AMP/Tyco announces new lines at ComNet
Tyco Electronics used this year's ComNet conference and trade show as a platform on which to announce three new AMP Netconnect product lines. Included are Category 6 cabling system
Tyco Electronics used this year's ComNet conference and trade show as a platform on which to announce three new AMP Netconnect product lines. Included are Category 6 cabling system, a set of fiber-optic cable assemblies intended for data centers and storage area networks (SANs), and a series of MT-RJ fiber-optic connectors aimed at secure networks.
The color coordination and slots on Tyco's new MT-RJ plugs are two characteristics designed to help prevent users from making unintended or prohibited connections.
The Category 6 system exceeds the currently proposed specifications, for system and component performance, in both the Telecommunications Industry Association/Electronic Industries Alliance (TIA/EIA-Arlington, VA) and the International Organization for Standardization/International Electro-technical Commission (ISO/IEC-Geneva) versions of Category 6.
In addition to providing the standard-specified Category 6 useable bandwidth of 200 MHz, the AMP Netconnect system has some distinctive characteristics, including the use of the SL series Category 6 jack. Derived from the term "slim line," the SL jack series, when combined with SL series outlets, provide greater port density. The new jack is also designed to support 180° and 90° cable termination, which, according to the maker, offers added flexibility and can improve installer efficiency.
Each jack ships with a bend-limiting stuffer cap that eases installation, the company says. The SL jack series is also incorporated into the company's new Category 6 patch panels.
Tools for data centers, SANs
The fiber-optic assemblies aimed at data centers and SANs are really targeted directly to operators of these facilities. In announcing the product, Tyco said it can "streamline the process of connecting, deploying, and adding capital equipment in data centers and rapidly growing SANs." Essentially, that means that data center and SAN managers can use these products to get equipment online without having to schedule a service call with a fiber-optic cabling installer.
Tyco's new fiber-optic assemblies designed for data centers and SANs are modular, allowing an administrator with little training to deploy and re-deploy networking equipment.

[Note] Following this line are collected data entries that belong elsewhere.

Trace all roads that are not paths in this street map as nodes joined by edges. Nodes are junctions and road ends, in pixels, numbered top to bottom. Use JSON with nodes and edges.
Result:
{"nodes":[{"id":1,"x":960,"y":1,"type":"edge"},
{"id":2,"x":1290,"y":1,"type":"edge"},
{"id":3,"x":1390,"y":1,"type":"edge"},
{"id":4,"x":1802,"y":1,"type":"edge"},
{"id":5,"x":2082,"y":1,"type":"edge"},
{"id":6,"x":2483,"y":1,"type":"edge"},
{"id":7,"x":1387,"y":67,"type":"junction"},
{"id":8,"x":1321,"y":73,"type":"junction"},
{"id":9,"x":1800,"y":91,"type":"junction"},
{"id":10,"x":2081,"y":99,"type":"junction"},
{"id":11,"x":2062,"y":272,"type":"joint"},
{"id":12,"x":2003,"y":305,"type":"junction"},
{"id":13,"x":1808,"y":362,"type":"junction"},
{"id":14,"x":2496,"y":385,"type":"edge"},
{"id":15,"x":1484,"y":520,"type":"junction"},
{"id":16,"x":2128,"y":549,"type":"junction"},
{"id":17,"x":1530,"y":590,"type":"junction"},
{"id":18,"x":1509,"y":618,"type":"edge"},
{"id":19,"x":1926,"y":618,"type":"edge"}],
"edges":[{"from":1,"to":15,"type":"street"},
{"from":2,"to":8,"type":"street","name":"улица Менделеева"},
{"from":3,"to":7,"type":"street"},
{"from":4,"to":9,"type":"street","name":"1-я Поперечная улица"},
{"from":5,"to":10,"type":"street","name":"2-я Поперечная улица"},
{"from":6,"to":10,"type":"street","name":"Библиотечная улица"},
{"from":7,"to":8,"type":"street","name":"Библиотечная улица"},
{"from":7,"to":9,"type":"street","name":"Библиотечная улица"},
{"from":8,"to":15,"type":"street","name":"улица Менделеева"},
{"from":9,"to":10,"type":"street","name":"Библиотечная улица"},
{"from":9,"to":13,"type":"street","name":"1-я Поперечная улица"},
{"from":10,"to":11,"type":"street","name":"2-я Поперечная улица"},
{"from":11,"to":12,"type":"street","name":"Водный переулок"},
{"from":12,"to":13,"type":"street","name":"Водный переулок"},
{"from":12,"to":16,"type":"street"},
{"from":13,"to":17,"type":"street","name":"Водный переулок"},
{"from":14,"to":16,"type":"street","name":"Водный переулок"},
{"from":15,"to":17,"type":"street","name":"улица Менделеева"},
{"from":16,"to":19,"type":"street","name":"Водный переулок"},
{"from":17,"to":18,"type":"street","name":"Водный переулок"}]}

Tyco terminates and tests the assemblies at the factory, letting network administrators install or re-deploy such devices as routers, servers, and disk drives. The assemblies include fiber-optic trunk cables that come terminated in 12-fiber MPO connectors that plug into preconfigured cassettes. Each cassette separates the 12 fibers of the inner MPO connector into 12 SC or ST connectors. In the case of MT-RJ connector cassettes, two MPO connectors are split out to 12 MT-RJ connectors. The cassettes snap into enclosures and can accept patch-cord connections.
Tyco emphasizes that the assemblies require virtually no training or specialized personnel. "As any network administrator knows, it is very time-consuming and disruptive to add new equipment to data centers and storage area networks," comments Herb Congdon, Tyco's director of systems marketing. "Take the addition of a new rack or bank of disk drives, for example. Terminating the cable and determining the pathways to support the connections is like finding your way out of a maze."
The assemblies substantially eliminate that complexity, he continues. He also points out that because the products are modular, any site can keep additional supplies on location.
Slotted for security
The third ComNet introduction may be of specific interest to many of the Washington, D.C. trade show's attendees- military and government users. Tyco's MT-RJ optical-fiber cabling system for secure networks was developed in response to demand for additional measures of security, particularly among military, government, and financial institutions, Tyco says.
The company says its new connector style features molded slots on the plug, and molded keys on the latching jack to reduce the user's chance of accessing the wrong network when plugging and unplugging fiber-optic cords. The plugs and jacks are keyed in four different color-coded versions, also to help system administrators in identifying appropriate plugs and jacks. When mating the plug and jack, the colors must match. Otherwise, the keying will prevent them from coupling.
"We're enabling those organizations with heightened security requirements to easily and cost-effectively segregate their networks by physically preventing inadvertent interconnections," Congdon says. With the new plugs and jacks, he adds, "it's possible to separate limited-access networks from unclassified networks."
The new offerings have the same features as the MT-RJ connector system.